**Exercise**
Every line in the data below that holds "Sesto" should be found and copied.

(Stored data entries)
• • • •
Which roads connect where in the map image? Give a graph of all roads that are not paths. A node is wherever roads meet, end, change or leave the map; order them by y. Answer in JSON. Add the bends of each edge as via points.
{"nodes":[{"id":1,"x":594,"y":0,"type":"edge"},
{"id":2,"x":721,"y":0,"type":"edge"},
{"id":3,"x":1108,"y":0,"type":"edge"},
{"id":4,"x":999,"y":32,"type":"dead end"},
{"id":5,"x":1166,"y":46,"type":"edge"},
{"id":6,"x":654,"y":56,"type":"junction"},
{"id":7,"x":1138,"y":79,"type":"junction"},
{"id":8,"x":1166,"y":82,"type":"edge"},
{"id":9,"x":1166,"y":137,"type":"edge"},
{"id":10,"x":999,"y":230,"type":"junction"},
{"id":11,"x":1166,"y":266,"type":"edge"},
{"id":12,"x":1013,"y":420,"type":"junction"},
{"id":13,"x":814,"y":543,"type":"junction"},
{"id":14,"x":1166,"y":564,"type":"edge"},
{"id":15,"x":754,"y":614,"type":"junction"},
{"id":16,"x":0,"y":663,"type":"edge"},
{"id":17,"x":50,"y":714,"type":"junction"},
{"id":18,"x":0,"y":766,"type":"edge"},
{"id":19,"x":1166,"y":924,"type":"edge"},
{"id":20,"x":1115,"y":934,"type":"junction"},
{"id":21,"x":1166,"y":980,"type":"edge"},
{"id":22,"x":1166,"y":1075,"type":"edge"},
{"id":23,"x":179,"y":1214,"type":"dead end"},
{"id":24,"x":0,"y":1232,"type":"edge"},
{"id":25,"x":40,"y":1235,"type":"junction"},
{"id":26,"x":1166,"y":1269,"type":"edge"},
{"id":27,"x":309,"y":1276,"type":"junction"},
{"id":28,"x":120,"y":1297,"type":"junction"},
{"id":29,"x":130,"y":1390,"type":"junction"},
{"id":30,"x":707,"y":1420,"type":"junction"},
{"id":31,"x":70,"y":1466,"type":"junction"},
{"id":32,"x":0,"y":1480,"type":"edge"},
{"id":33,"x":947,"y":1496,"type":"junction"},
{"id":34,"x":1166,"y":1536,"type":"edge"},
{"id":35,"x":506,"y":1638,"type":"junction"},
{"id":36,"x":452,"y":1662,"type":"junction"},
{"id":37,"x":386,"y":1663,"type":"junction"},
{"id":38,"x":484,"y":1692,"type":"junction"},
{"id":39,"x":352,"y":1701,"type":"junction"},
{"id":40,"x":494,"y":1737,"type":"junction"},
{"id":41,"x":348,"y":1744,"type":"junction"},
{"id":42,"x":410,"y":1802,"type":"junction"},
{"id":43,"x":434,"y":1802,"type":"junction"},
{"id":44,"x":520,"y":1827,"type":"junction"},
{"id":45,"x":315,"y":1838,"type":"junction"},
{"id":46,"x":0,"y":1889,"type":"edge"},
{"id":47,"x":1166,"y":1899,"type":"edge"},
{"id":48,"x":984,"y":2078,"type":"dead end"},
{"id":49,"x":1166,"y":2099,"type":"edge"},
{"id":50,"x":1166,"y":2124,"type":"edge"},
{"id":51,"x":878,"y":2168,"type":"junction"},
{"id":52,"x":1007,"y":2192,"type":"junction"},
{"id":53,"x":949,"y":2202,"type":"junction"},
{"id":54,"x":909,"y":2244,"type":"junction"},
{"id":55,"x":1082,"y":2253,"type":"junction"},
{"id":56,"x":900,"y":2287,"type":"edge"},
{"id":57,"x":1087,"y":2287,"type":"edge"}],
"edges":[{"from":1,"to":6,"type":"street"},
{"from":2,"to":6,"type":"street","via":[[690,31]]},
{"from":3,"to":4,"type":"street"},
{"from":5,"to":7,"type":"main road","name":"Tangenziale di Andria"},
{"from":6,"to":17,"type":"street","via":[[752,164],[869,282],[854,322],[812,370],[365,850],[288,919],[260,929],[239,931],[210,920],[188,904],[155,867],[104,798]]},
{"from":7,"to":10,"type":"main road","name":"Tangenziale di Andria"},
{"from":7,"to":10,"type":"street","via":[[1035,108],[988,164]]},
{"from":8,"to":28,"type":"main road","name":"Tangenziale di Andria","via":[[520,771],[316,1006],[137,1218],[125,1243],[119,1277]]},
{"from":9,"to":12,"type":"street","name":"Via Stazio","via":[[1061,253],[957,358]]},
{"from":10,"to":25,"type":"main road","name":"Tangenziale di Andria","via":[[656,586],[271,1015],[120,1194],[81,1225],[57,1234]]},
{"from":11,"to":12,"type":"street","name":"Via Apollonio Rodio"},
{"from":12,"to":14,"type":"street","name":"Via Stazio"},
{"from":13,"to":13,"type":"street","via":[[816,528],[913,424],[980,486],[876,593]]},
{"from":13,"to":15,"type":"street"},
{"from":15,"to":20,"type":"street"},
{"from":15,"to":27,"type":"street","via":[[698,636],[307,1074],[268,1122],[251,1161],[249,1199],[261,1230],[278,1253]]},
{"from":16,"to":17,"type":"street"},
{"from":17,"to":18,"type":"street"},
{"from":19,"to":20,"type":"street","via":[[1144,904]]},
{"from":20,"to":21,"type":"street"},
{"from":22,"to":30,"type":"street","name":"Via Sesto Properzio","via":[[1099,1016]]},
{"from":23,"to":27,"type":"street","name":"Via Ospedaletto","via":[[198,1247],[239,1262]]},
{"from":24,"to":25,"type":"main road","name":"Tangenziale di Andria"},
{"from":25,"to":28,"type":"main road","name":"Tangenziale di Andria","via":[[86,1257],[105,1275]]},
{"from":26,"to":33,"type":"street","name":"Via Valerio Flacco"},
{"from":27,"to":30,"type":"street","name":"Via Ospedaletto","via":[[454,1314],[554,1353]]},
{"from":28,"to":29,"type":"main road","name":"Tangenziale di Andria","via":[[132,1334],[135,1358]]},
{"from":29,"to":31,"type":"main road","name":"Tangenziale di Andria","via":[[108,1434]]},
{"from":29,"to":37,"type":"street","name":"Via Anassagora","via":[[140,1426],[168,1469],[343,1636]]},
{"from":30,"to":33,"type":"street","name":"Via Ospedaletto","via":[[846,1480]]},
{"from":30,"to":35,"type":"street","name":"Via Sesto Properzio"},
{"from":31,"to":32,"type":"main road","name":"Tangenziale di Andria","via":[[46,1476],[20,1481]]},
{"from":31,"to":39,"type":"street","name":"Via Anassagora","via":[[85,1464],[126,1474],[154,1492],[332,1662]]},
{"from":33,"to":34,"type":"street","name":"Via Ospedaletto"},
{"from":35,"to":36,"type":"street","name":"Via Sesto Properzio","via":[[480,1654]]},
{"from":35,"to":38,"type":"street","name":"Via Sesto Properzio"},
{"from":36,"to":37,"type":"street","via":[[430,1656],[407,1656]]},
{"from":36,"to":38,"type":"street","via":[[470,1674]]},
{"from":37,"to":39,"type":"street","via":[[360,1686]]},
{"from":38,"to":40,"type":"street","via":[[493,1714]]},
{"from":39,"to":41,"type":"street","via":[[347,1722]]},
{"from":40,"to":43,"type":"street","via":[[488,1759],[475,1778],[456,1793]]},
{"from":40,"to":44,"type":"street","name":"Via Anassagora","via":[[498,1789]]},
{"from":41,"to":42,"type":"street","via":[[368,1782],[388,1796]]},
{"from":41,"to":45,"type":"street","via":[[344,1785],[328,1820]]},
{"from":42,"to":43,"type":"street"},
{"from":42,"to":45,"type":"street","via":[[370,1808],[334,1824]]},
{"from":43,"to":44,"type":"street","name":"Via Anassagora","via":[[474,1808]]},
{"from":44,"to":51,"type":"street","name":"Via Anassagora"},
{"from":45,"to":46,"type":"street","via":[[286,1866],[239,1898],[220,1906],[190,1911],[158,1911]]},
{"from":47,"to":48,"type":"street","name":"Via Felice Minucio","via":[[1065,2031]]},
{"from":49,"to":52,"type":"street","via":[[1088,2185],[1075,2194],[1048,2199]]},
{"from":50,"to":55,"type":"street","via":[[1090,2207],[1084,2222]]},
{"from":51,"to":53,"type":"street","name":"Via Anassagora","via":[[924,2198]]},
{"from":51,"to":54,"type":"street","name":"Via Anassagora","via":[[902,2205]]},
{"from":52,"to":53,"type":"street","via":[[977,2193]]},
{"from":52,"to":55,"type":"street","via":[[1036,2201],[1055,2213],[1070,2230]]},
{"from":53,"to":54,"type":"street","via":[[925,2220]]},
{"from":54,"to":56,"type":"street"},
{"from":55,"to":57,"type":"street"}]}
• • • •
**Task solution**
{"from":22,"to":30,"type":"street","name":"Via Sesto Properzio","via":[[1099,1016]]},
{"from":30,"to":35,"type":"street","name":"Via Sesto Properzio"},
{"from":35,"to":36,"type":"street","name":"Via Sesto Properzio","via":[[480,1654]]},
{"from":35,"to":38,"type":"street","name":"Via Sesto Properzio"},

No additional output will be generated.